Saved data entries
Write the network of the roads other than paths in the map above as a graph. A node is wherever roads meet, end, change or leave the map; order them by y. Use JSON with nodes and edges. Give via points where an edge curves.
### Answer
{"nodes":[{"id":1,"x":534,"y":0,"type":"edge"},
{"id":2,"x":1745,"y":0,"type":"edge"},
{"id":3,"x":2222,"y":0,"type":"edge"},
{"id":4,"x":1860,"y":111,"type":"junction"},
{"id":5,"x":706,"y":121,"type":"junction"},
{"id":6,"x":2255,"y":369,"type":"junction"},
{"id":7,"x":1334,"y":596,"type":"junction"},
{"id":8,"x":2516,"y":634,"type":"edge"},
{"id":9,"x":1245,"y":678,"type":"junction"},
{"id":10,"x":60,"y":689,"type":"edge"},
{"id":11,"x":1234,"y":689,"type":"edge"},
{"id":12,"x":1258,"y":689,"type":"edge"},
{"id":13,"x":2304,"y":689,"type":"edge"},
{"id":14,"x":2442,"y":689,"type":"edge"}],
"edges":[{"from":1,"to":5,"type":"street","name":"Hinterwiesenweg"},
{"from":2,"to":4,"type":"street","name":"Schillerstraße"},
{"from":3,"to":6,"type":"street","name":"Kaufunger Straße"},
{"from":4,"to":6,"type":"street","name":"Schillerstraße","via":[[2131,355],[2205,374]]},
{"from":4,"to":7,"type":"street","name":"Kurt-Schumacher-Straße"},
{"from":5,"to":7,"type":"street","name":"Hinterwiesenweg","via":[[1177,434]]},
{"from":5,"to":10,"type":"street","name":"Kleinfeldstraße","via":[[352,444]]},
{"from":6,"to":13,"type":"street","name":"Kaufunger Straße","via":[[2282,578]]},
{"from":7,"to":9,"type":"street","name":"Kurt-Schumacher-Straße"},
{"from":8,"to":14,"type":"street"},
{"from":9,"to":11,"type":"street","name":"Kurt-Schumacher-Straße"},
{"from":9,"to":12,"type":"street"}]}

What you are asked to do —
Exactly as given, restate all the lines above.

The completed task —
Write the network of the roads other than paths in the map above as a graph. A node is wherever roads meet, end, change or leave the map; order them by y. Use JSON with nodes and edges. Give via points where an edge curves.
### Answer
{"nodes":[{"id":1,"x":534,"y":0,"type":"edge"},
{"id":2,"x":1745,"y":0,"type":"edge"},
{"id":3,"x":2222,"y":0,"type":"edge"},
{"id":4,"x":1860,"y":111,"type":"junction"},
{"id":5,"x":706,"y":121,"type":"junction"},
{"id":6,"x":2255,"y":369,"type":"junction"},
{"id":7,"x":1334,"y":596,"type":"junction"},
{"id":8,"x":2516,"y":634,"type":"edge"},
{"id":9,"x":1245,"y":678,"type":"junction"},
{"id":10,"x":60,"y":689,"type":"edge"},
{"id":11,"x":1234,"y":689,"type":"edge"},
{"id":12,"x":1258,"y":689,"type":"edge"},
{"id":13,"x":2304,"y":689,"type":"edge"},
{"id":14,"x":2442,"y":689,"type":"edge"}],
"edges":[{"from":1,"to":5,"type":"street","name":"Hinterwiesenweg"},
{"from":2,"to":4,"type":"street","name":"Schillerstraße"},
{"from":3,"to":6,"type":"street","name":"Kaufunger Straße"},
{"from":4,"to":6,"type":"street","name":"Schillerstraße","via":[[2131,355],[2205,374]]},
{"from":4,"to":7,"type":"street","name":"Kurt-Schumacher-Straße"},
{"from":5,"to":7,"type":"street","name":"Hinterwiesenweg","via":[[1177,434]]},
{"from":5,"to":10,"type":"street","name":"Kleinfeldstraße","via":[[352,444]]},
{"from":6,"to":13,"type":"street","name":"Kaufunger Straße","via":[[2282,578]]},
{"from":7,"to":9,"type":"street","name":"Kurt-Schumacher-Straße"},
{"from":8,"to":14,"type":"street"},
{"from":9,"to":11,"type":"street","name":"Kurt-Schumacher-Straße"},
{"from":9,"to":12,"type":"street"}]}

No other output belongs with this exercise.